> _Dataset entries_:
>>>
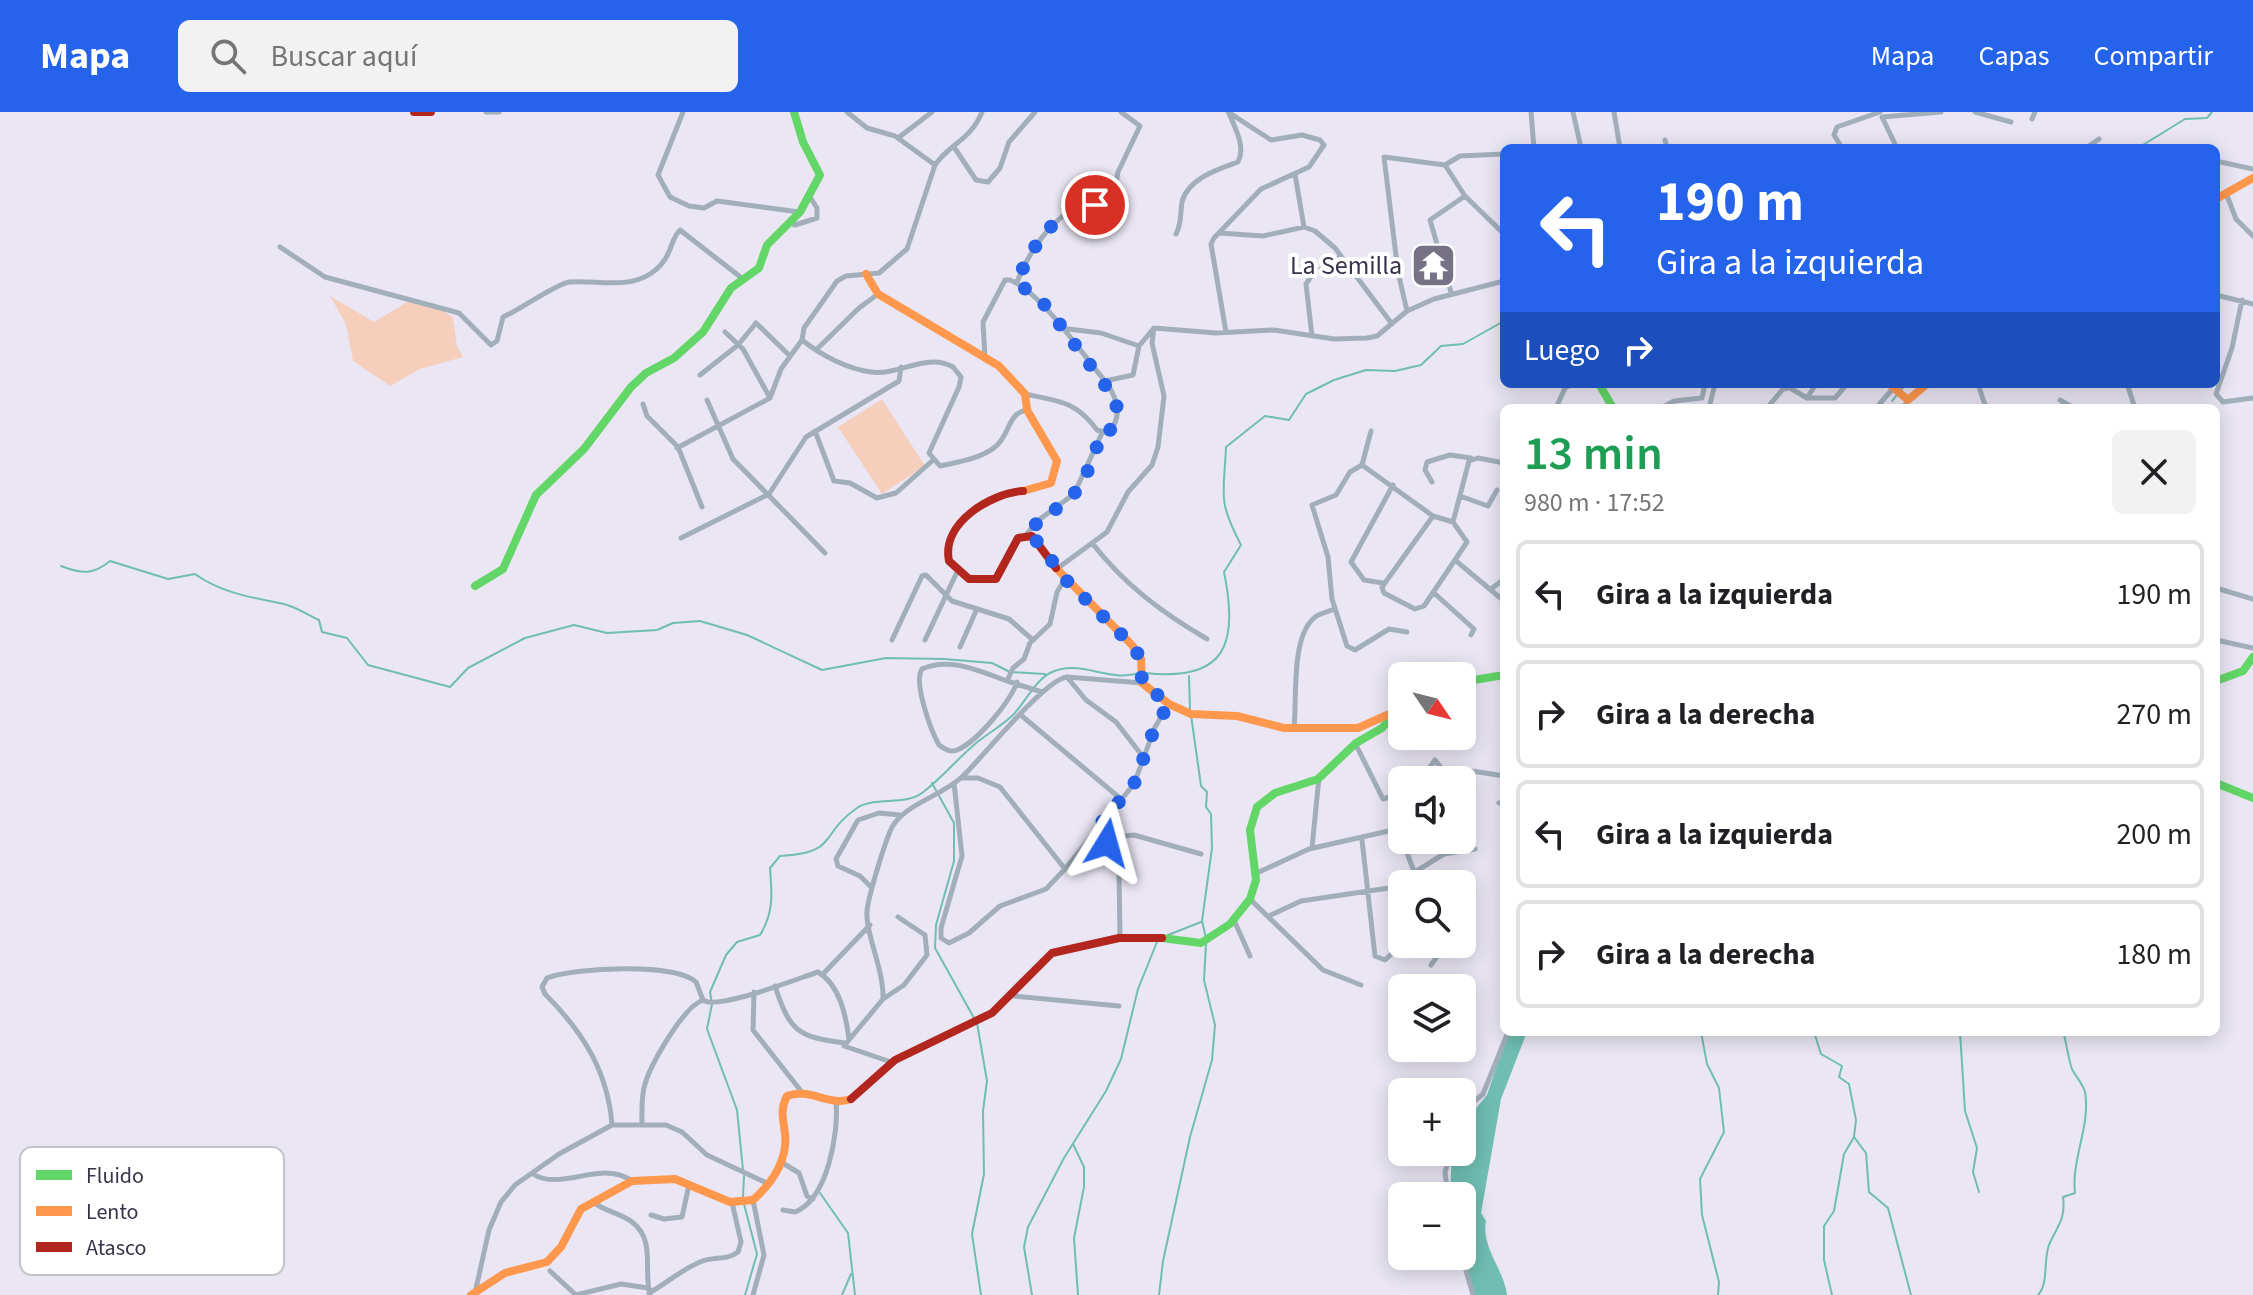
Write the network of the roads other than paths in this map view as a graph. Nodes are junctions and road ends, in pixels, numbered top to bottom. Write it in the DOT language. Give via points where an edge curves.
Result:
graph roads {
  1 [pos="414,112"];
  2 [pos="431,112"];
  3 [pos="486,112"];
  4 [pos="499,112"];
  5 [pos="683,112"];
  6 [pos="794,112"];
  7 [pos="847,112"];
  8 [pos="932,112"];
  9 [pos="982,112"];
  10 [pos="1035,112"];
  11 [pos="1121,112"];
  12 [pos="1229,112"];
  13 [pos="1531,112"];
  14 [pos="1573,112"];
  15 [pos="1614,112"];
  16 [pos="1941,112"];
  17 [pos="1975,112"];
  18 [pos="1880,114"];
  19 [pos="2011,122"];
  20 [pos="898,138"];
  21 [pos="2099,139"];
  22 [pos="1665,140"];
  23 [pos="1534,144"];
  24 [pos="1580,144"];
  25 [pos="1619,144"];
  26 [pos="1666,144"];
  27 [pos="1840,144"];
  28 [pos="1895,144"];
  29 [pos="2092,144"];
  30 [pos="954,147"];
  31 [pos="1500,154"];
  32 [pos="2220,162"];
  33 [pos="935,165"];
  34 [pos="1445,165"];
  35 [pos="2253,169"];
  36 [pos="1295,174"];
  37 [pos="2253,178"];
  38 [pos="2226,193"];
  39 [pos="1465,196"];
  40 [pos="810,197"];
  41 [pos="2220,197"];
  42 [pos="800,212"];
  43 [pos="790,222"];
  44 [pos="1304,227"];
  45 [pos="1500,230"];
  46 [pos="1218,233"];
  47 [pos="1176,234"];
  48 [pos="2253,236"];
  49 [pos="280,247"];
  50 [pos="1341,256"];
  51 [pos="866,274"];
  52 [pos="743,279"];
  53 [pos="1017,282"];
  54 [pos="1500,282"];
  55 [pos="1451,292"];
  56 [pos="878,294"];
  57 [pos="2220,296"];
  58 [pos="2242,300"];
  59 [pos="2253,304"];
  60 [pos="1407,311"];
  61 [pos="1392,324"];
  62 [pos="1060,328"];
  63 [pos="1154,328"];
  64 [pos="725,332"];
  65 [pos="1226,332"];
  66 [pos="1312,336"];
  67 [pos="802,340"];
  68 [pos="738,345"];
  69 [pos="1139,346"];
  70 [pos="816,350"];
  71 [pos="789,355"];
  72 [pos="985,360"];
  73 [pos="901,367"];
  74 [pos="700,375"];
  75 [pos="1105,381"];
  76 [pos="2220,382"];
  77 [pos="1704,388"];
  78 [pos="1790,388"];
  79 [pos="1790,388"];
  80 [pos="1813,388"];
  81 [pos="1845,388"];
  82 [pos="2218,388"];
  83 [pos="1025,394"];
  84 [pos="770,398"];
  85 [pos="1807,398"];
  86 [pos="2253,398"];
  87 [pos="707,400"];
  88 [pos="2060,400"];
  89 [pos="643,404"];
  90 [pos="1668,404"];
  91 [pos="1770,404"];
  92 [pos="2067,404"];
  93 [pos="1027,410"];
  94 [pos="719,426"];
  95 [pos="815,431"];
  96 [pos="1371,431"];
  97 [pos="1102,433"];
  98 [pos="677,448"];
  99 [pos="1472,458"];
  100 [pos="932,461"];
  101 [pos="1500,462"];
  102 [pos="1362,465"];
  103 [pos="1432,482"];
  104 [pos="1393,485"];
  105 [pos="1497,490"];
  106 [pos="769,494"];
  107 [pos="1460,496"];
  108 [pos="702,507"];
  109 [pos="1433,516"];
  110 [pos="1453,522"];
  111 [pos="1027,534"];
  112 [pos="681,538"];
  113 [pos="1092,543"];
  114 [pos="825,553"];
  115 [pos="1455,560"];
  116 [pos="1058,568"];
  117 [pos="957,572"];
  118 [pos="1065,579"];
  119 [pos="1500,582"];
  120 [pos="1383,583"];
  121 [pos="475,586"];
  122 [pos="1491,589"];
  123 [pos="2220,589"];
  124 [pos="1434,593"];
  125 [pos="946,596"];
  126 [pos="1500,597"];
  127 [pos="2253,599"];
  128 [pos="1335,609"];
  129 [pos="976,611"];
  130 [pos="1407,632"];
  131 [pos="1471,635"];
  132 [pos="1207,639"];
  133 [pos="892,640"];
  134 [pos="925,640"];
  135 [pos="1033,640"];
  136 [pos="2220,641"];
  137 [pos="960,647"];
  138 [pos="2253,648"];
  139 [pos="2253,657"];
  140 [pos="1500,676"];
  141 [pos="1067,677"];
  142 [pos="1008,679"];
  143 [pos="1476,680"];
  144 [pos="2220,680"];
  145 [pos="1017,682"];
  146 [pos="1142,683"];
  147 [pos="1042,692"];
  148 [pos="1169,704"];
  149 [pos="1388,713"];
  150 [pos="1022,716"];
  151 [pos="1388,721"];
  152 [pos="1294,728"];
  153 [pos="1355,743"];
  154 [pos="1145,759"];
  155 [pos="1476,772"];
  156 [pos="1500,775"];
  157 [pos="1319,777"];
  158 [pos="961,778"];
  159 [pos="954,783"];
  160 [pos="2220,785"];
  161 [pos="1388,797"];
  162 [pos="2253,798"];
  163 [pos="1121,799"];
  164 [pos="900,815"];
  165 [pos="1097,828"];
  166 [pos="1388,832"];
  167 [pos="1104,838"];
  168 [pos="1362,840"];
  169 [pos="1312,848"];
  170 [pos="1201,854"];
  171 [pos="1444,854"];
  172 [pos="1065,869"];
  173 [pos="1421,870"];
  174 [pos="1257,873"];
  175 [pos="1388,888"];
  176 [pos="873,889"];
  177 [pos="1367,889"];
  178 [pos="1250,899"];
  179 [pos="1271,915"];
  180 [pos="898,917"];
  181 [pos="1234,920"];
  182 [pos="870,925"];
  183 [pos="1120,938"];
  184 [pos="1250,956"];
  185 [pos="1388,957"];
  186 [pos="1436,958"];
  187 [pos="1431,965"];
  188 [pos="823,974"];
  189 [pos="1361,985"];
  190 [pos="775,986"];
  191 [pos="754,992"];
  192 [pos="1014,996"];
  193 [pos="883,999"];
  194 [pos="703,1000"];
  195 [pos="1119,1006"];
  196 [pos="1506,1036"];
  197 [pos="847,1042"];
  198 [pos="891,1062"];
  199 [pos="801,1091"];
  200 [pos="1476,1100"];
  201 [pos="836,1101"];
  202 [pos="642,1123"];
  203 [pos="612,1125"];
  204 [pos="781,1162"];
  205 [pos="532,1174"];
  206 [pos="632,1181"];
  207 [pos="769,1184"];
  208 [pos="689,1185"];
  209 [pos="813,1199"];
  210 [pos="752,1200"];
  211 [pos="592,1202"];
  212 [pos="736,1203"];
  213 [pos="783,1210"];
  214 [pos="651,1215"];
  215 [pos="1466,1270"];
  216 [pos="550,1271"];
  217 [pos="649,1292"];
  218 [pos="473,1294"];
  219 [pos="753,1295"];
  220 [pos="1473,1295"];
  1 -- 2 [label="street"];
  3 -- 4 [label="street"];
  5 -- 42 [label="street" via="658,175 670,197 704,208 717,201"];
  6 -- 40 [label="street" via="820,175"];
  7 -- 20 [label="street" via="867,128"];
  8 -- 20 [label="street"];
  9 -- 30 [label="street"];
  10 -- 30 [label="street" via="1009,142 1000,168 988,182 976,180"];
  11 -- 53 [label="street" via="1140,126 1118,172 1112,206 1084,205 1062,216 1035,248"];
  12 -- 36 [label="street" via="1271,140 1302,135 1322,141 1315,161"];
  12 -- 47 [label="street" via="1242,156 1194,184 1182,203"];
  13 -- 23 [label="street"];
  14 -- 24 [label="street"];
  15 -- 25 [label="street"];
  16 -- 18 [label="street"];
  17 -- 19 [label="street"];
  18 -- 27 [label="street" via="1837,127 1834,135"];
  18 -- 28 [label="street"];
  20 -- 33 [label="street"];
  21 -- 29 [label="street"];
  22 -- 26 [label="street"];
  30 -- 33 [label="street"];
  31 -- 34 [label="street" via="1460,156"];
  32 -- 35 [label="street"];
  33 -- 51 [label="street" via="907,249 889,268"];
  34 -- 39 [label="street"];
  34 -- 60 [label="street" via="1384,157"];
  36 -- 44 [label="street"];
  36 -- 46 [label="street" via="1267,184"];
  37 -- 38 [label="street"];
  38 -- 41 [label="street"];
  38 -- 48 [label="street" via="2236,219"];
  39 -- 45 [label="street"];
  39 -- 55 [label="street" via="1430,220"];
  40 -- 42 [label="street"];
  40 -- 43 [label="street" via="817,218"];
  42 -- 43 [label="street"];
  43 -- 52 [label="street" via="767,245 759,268"];
  44 -- 46 [label="street" via="1263,236"];
  44 -- 50 [label="street"];
  46 -- 65 [label="street" via="1211,244"];
  49 -- 52 [label="street" via="325,277 459,313 491,345 503,317 558,285 629,282 653,272 673,250 680,230"];
  50 -- 61 [label="street"];
  50 -- 66 [label="street" via="1306,284"];
  51 -- 56 [label="street"];
  51 -- 67 [label="street" via="837,281 818,304"];
  52 -- 121 [label="street" via="731,288 703,332 631,387 584,449 543,486 503,569"];
  53 -- 62 [label="street" via="1046,306"];
  53 -- 72 [label="street" via="1005,280 983,322"];
  54 -- 55 [label="street"];
  55 -- 60 [label="street"];
  56 -- 70 [label="street"];
  56 -- 72 [label="street"];
  57 -- 58 [label="street"];
  58 -- 59 [label="street"];
  58 -- 76 [label="street"];
  60 -- 61 [label="street"];
  61 -- 66 [label="street" via="1367,338"];
  62 -- 69 [label="street" via="1101,333"];
  62 -- 75 [label="street"];
  63 -- 65 [label="street"];
  63 -- 69 [label="street"];
  63 -- 113 [label="street" via="1152,343 1164,396 1158,447 1152,465 1128,492 1112,524"];
  64 -- 68 [label="street"];
  65 -- 66 [label="street" via="1274,330"];
  67 -- 70 [label="street"];
  67 -- 71 [label="street"];
  68 -- 71 [label="street" via="756,323"];
  68 -- 74 [label="street"];
  68 -- 84 [label="street"];
  69 -- 75 [label="street" via="1133,375"];
  70 -- 73 [label="street" via="872,372"];
  71 -- 84 [label="street"];
  72 -- 83 [label="street" via="999,366"];
  73 -- 95 [label="street" via="899,381"];
  73 -- 100 [label="street" via="945,363 961,377 929,453"];
  75 -- 97 [label="street" via="1117,407 1112,429"];
  77 -- 90 [label="street" via="1702,398"];
  78 -- 85 [label="street"];
  79 -- 91 [label="street"];
  80 -- 85 [label="street"];
  81 -- 85 [label="street" via="1839,397"];
  82 -- 86 [label="street" via="2223,402"];
  83 -- 93 [label="street"];
  83 -- 97 [label="street" via="1084,411"];
  84 -- 94 [label="street"];
  87 -- 94 [label="street"];
  88 -- 92 [label="street"];
  89 -- 98 [label="street" via="647,416"];
  93 -- 100 [label="street" via="1013,417 992,450 940,466"];
  93 -- 117 [label="street" via="1057,461 1051,483 1011,489 979,507 949,541"];
  94 -- 98 [label="street"];
  94 -- 106 [label="street" via="733,459"];
  95 -- 100 [label="street" via="834,481 850,483 877,498 896,493"];
  95 -- 106 [label="street" via="798,446"];
  96 -- 102 [label="street"];
  97 -- 111 [label="street" via="1074,494"];
  98 -- 108 [label="street"];
  99 -- 101 [label="street"];
  99 -- 103 [label="street" via="1434,457 1425,470"];
  99 -- 107 [label="street"];
  102 -- 104 [label="street"];
  102 -- 128 [label="street" via="1350,472 1336,495 1312,505 1328,557"];
  104 -- 109 [label="street"];
  104 -- 120 [label="street" via="1351,562 1364,580"];
  105 -- 107 [label="street" via="1488,506"];
  106 -- 112 [label="street"];
  106 -- 114 [label="street"];
  107 -- 110 [label="street"];
  109 -- 110 [label="street"];
  109 -- 120 [label="street"];
  110 -- 115 [label="street" via="1467,542"];
  111 -- 116 [label="street"];
  111 -- 117 [label="street" via="1018,538 996,579 977,583"];
  113 -- 116 [label="street"];
  113 -- 132 [label="street" via="1139,595"];
  115 -- 122 [label="street"];
  115 -- 124 [label="street"];
  116 -- 118 [label="street"];
  117 -- 125 [label="street"];
  118 -- 135 [label="street" via="1050,624"];
  118 -- 146 [label="street" via="1132,645 1141,659"];
  119 -- 122 [label="street"];
  120 -- 124 [label="street" via="1384,593 1415,609"];
  122 -- 126 [label="street"];
  123 -- 127 [label="street"];
  124 -- 131 [label="street" via="1474,629"];
  125 -- 129 [label="street"];
  125 -- 133 [label="street" via="922,576"];
  125 -- 134 [label="street"];
  128 -- 130 [label="street" via="1351,649 1386,630"];
  128 -- 152 [label="street" via="1316,616 1303,634"];
  129 -- 135 [label="street" via="1009,619"];
  129 -- 137 [label="street"];
  135 -- 142 [label="street"];
  136 -- 138 [label="street"];
  139 -- 144 [label="street" via="2243,671"];
  140 -- 143 [label="street"];
  141 -- 146 [label="street"];
  141 -- 147 [label="street"];
  141 -- 154 [label="street" via="1086,700 1116,722"];
  142 -- 145 [label="street"];
  142 -- 145 [label="street" via="972,668 922,669 920,691 939,745 959,749 1002,710"];
  145 -- 147 [label="street"];
  146 -- 148 [label="street"];
  147 -- 150 [label="street"];
  148 -- 152 [label="street" via="1191,714 1237,716"];
  148 -- 154 [label="street"];
  149 -- 152 [label="street" via="1358,728"];
  150 -- 158 [label="street"];
  150 -- 163 [label="street"];
  151 -- 153 [label="street"];
  153 -- 157 [label="street"];
  153 -- 161 [label="street" via="1383,799"];
  154 -- 163 [label="street"];
  155 -- 156 [label="street"];
  157 -- 169 [label="street"];
  157 -- 174 [label="street" via="1274,793 1258,805 1251,837"];
  158 -- 159 [label="street"];
  158 -- 172 [label="street" via="1000,787"];
  159 -- 164 [label="street"];
  159 -- 172 [label="street" via="962,856 941,928 944,942 964,936 1000,906 1046,889"];
  160 -- 162 [label="street"];
  163 -- 165 [label="street"];
  164 -- 176 [label="street"];
  164 -- 176 [label="street" via="879,813 858,820 836,859 838,866"];
  165 -- 167 [label="street"];
  165 -- 172 [label="street"];
  166 -- 168 [label="street"];
  167 -- 170 [label="street" via="1134,835"];
  167 -- 183 [label="street" via="1119,872"];
  168 -- 169 [label="street"];
  168 -- 177 [label="street"];
  169 -- 174 [label="street"];
  171 -- 173 [label="street"];
  174 -- 178 [label="street"];
  175 -- 177 [label="street"];
  176 -- 182 [label="street" via="867,908"];
  177 -- 179 [label="street" via="1301,901"];
  177 -- 185 [label="street" via="1375,956"];
  178 -- 179 [label="street"];
  178 -- 181 [label="street"];
  179 -- 189 [label="street" via="1323,970"];
  180 -- 193 [label="street" via="925,935 927,955 904,985"];
  181 -- 183 [label="street" via="1217,936 1196,944"];
  181 -- 184 [label="street"];
  182 -- 188 [label="street"];
  182 -- 193 [label="street"];
  183 -- 192 [label="street" via="1051,954"];
  186 -- 187 [label="street"];
  188 -- 190 [label="street"];
  188 -- 197 [label="street" via="846,1015"];
  190 -- 191 [label="street"];
  190 -- 197 [label="street" via="795,1029 809,1037"];
  191 -- 194 [label="street" via="712,1004"];
  191 -- 199 [label="street" via="753,1030"];
  192 -- 195 [label="street"];
  192 -- 198 [label="street"];
  193 -- 197 [label="street"];
  194 -- 202 [label="street" via="686,1013 648,1076"];
  194 -- 203 [label="street" via="693,979 665,970 594,969 545,980 545,994 585,1037"];
  196 -- 200 [label="street"];
  197 -- 198 [label="street" via="847,1048"];
  198 -- 201 [label="street" via="856,1096"];
  199 -- 201 [label="street"];
  199 -- 204 [label="street" via="787,1096 781,1108 786,1143"];
  201 -- 209 [label="street" via="838,1131"];
  202 -- 203 [label="street"];
  202 -- 207 [label="street" via="682,1132 707,1155"];
  203 -- 205 [label="street"];
  204 -- 207 [label="street"];
  204 -- 209 [label="street" via="799,1173"];
  205 -- 206 [label="street" via="550,1178 618,1173"];
  205 -- 218 [label="street" via="515,1185 495,1211"];
  206 -- 208 [label="street" via="661,1178"];
  206 -- 211 [label="street"];
  207 -- 210 [label="street"];
  208 -- 212 [label="street"];
  208 -- 214 [label="street" via="682,1217"];
  209 -- 213 [label="street" via="795,1212"];
  210 -- 212 [label="street"];
  210 -- 219 [label="street" via="764,1255"];
  211 -- 217 [label="street" via="642,1231"];
  211 -- 218 [label="street" via="575,1215 551,1259 505,1273"];
  212 -- 217 [label="street" via="738,1252 676,1272"];
  215 -- 220 [label="street"];
  216 -- 217 [label="street" via="578,1295 621,1284"];
}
<<<
> _Work order_: Pull out every line of the entries that includes the word "graph".

> _Solution below_:
Write the network of the roads other than paths in this map view as a graph. Nodes are junctions and road ends, in pixels, numbered top to bottom. Write it in the DOT language. Give via points where an edge curves.
graph roads {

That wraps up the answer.